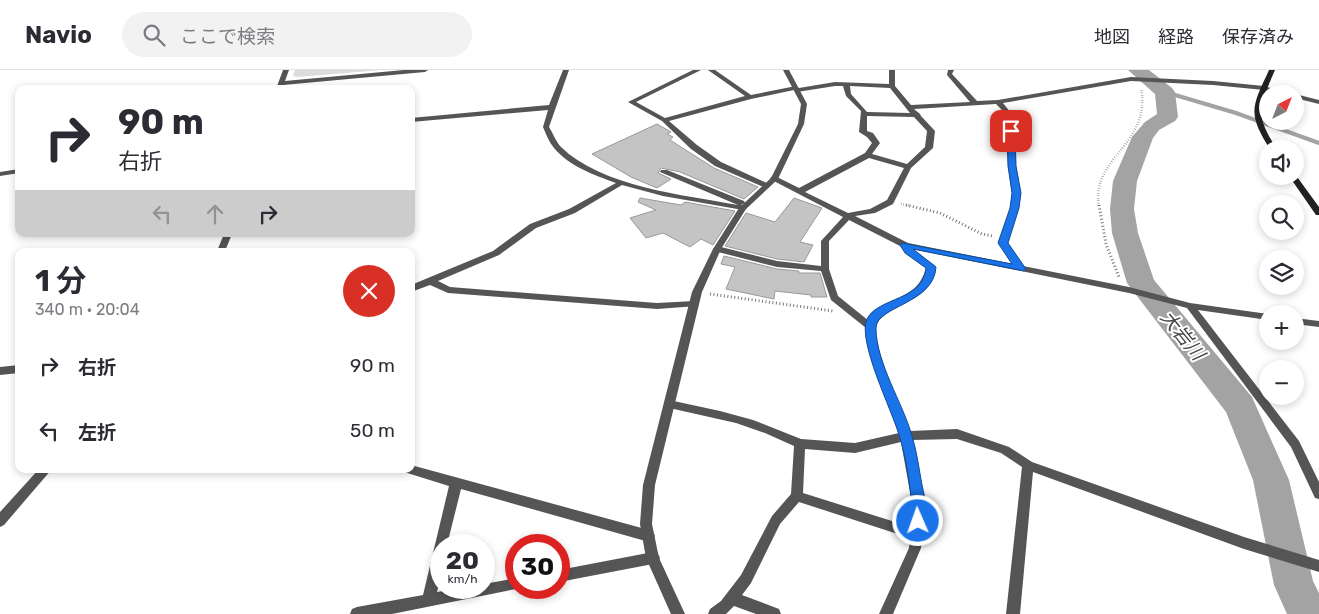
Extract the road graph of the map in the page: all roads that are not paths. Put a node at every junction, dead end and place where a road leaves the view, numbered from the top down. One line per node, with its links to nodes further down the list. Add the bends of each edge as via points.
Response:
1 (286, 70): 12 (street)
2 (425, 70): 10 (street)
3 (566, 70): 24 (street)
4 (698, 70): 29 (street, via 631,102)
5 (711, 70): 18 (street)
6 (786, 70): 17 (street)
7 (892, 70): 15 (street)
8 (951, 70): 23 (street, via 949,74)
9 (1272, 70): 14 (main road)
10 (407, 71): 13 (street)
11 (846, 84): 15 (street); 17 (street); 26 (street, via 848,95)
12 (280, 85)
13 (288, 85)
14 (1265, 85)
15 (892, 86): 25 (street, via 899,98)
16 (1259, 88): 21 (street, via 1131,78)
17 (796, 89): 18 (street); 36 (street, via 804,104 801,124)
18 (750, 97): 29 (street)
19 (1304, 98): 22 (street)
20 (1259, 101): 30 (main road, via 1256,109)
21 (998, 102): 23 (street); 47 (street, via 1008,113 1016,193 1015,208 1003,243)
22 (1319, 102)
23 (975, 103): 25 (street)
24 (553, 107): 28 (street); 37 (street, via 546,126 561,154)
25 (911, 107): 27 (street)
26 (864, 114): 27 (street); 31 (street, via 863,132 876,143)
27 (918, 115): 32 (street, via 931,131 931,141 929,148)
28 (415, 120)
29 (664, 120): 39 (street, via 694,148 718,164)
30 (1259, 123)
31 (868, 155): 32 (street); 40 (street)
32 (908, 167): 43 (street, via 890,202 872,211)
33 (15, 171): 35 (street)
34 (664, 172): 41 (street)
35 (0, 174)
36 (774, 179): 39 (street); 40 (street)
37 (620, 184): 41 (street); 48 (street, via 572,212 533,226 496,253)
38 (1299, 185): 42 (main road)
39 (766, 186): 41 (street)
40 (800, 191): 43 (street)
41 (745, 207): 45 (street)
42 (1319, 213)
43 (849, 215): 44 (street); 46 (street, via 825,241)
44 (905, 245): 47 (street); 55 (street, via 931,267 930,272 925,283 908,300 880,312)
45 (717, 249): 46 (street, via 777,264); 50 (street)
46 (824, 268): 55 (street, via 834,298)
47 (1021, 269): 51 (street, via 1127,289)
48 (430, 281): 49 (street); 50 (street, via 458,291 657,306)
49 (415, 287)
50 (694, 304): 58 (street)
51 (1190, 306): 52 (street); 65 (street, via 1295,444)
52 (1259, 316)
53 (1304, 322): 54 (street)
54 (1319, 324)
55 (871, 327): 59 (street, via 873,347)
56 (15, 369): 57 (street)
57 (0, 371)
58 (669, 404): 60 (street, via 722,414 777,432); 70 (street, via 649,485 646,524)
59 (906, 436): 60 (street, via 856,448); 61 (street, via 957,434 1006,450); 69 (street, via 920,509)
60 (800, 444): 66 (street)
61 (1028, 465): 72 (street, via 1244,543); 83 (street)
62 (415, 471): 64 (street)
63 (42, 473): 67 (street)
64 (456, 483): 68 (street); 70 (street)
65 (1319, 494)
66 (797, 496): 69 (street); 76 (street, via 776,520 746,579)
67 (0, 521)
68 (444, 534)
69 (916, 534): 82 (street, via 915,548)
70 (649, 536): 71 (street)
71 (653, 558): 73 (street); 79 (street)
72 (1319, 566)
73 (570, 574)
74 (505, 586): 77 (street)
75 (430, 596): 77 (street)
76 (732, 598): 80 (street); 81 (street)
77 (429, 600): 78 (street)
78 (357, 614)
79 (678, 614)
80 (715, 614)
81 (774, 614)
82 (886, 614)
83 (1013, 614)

● ● ● ● ● ● ●

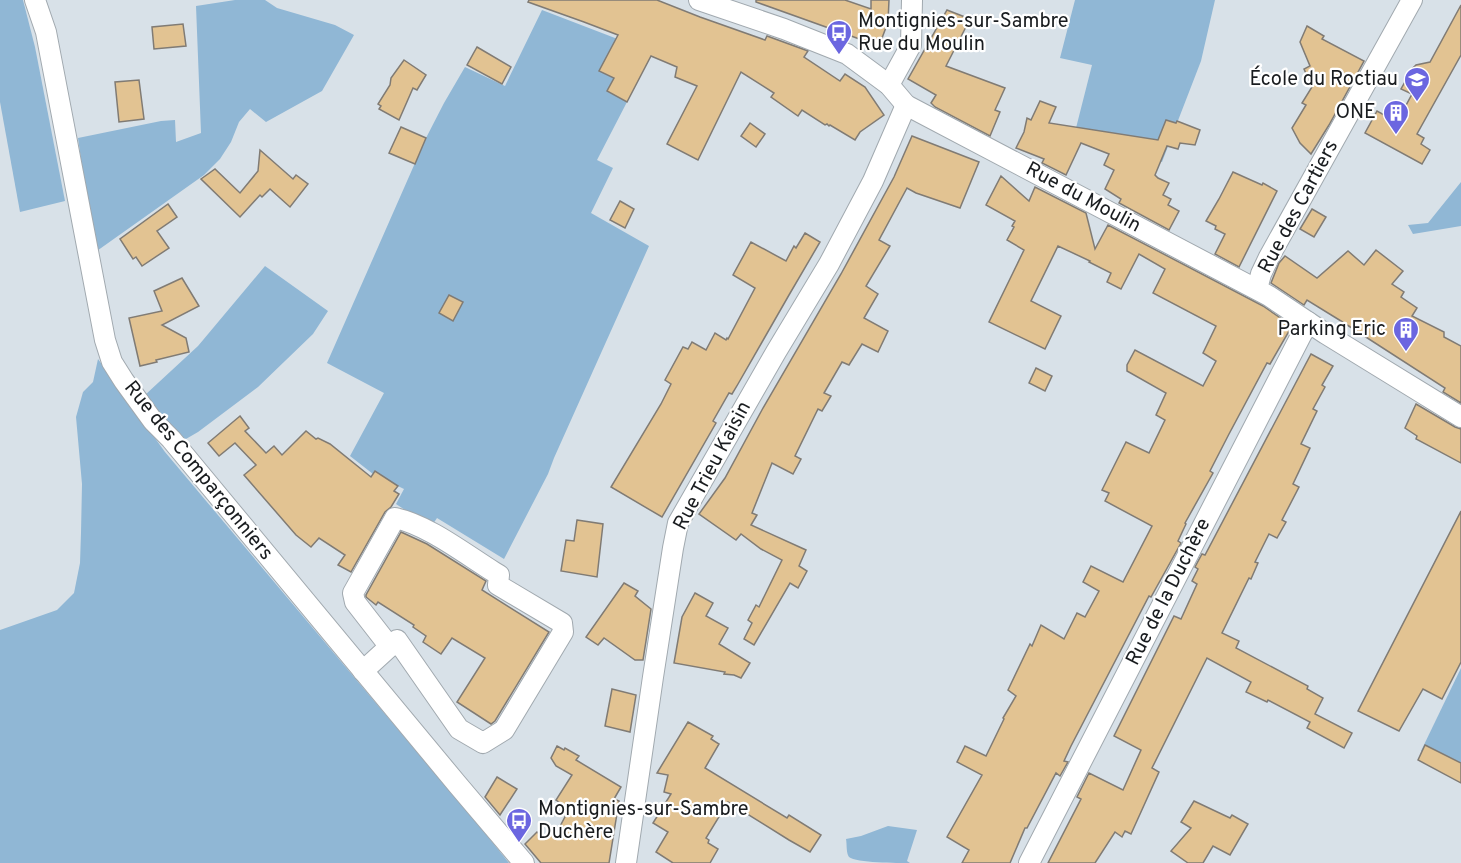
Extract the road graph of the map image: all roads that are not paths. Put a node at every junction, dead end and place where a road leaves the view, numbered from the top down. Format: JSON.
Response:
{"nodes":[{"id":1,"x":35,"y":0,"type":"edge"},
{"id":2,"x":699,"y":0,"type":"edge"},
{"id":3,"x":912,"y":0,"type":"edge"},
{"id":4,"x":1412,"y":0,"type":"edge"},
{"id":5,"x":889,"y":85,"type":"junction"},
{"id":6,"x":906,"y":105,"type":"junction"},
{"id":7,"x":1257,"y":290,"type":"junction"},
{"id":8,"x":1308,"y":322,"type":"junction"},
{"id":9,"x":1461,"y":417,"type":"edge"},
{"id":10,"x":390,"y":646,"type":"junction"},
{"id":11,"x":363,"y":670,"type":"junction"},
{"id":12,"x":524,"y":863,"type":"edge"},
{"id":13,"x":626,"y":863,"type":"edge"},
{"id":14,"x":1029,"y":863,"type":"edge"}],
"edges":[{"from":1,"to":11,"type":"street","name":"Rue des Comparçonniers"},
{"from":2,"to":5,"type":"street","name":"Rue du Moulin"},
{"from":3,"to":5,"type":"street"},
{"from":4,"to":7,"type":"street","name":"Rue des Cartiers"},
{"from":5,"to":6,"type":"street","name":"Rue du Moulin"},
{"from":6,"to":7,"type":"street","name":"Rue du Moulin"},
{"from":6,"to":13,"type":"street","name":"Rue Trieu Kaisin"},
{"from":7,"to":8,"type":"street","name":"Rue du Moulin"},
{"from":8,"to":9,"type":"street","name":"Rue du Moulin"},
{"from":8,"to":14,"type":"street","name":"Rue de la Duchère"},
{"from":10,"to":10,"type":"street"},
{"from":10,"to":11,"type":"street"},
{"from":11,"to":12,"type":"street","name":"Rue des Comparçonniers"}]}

● ● ● ● ● ● ●

DESCRIPTION OF THE TASK: Filter the records above for lines containing the word "Moulin", and copy those lines.

SOLUTION:
{"from":2,"to":5,"type":"street","name":"Rue du Moulin"},
{"from":5,"to":6,"type":"street","name":"Rue du Moulin"},
{"from":6,"to":7,"type":"street","name":"Rue du Moulin"},
{"from":7,"to":8,"type":"street","name":"Rue du Moulin"},
{"from":8,"to":9,"type":"street","name":"Rue du Moulin"},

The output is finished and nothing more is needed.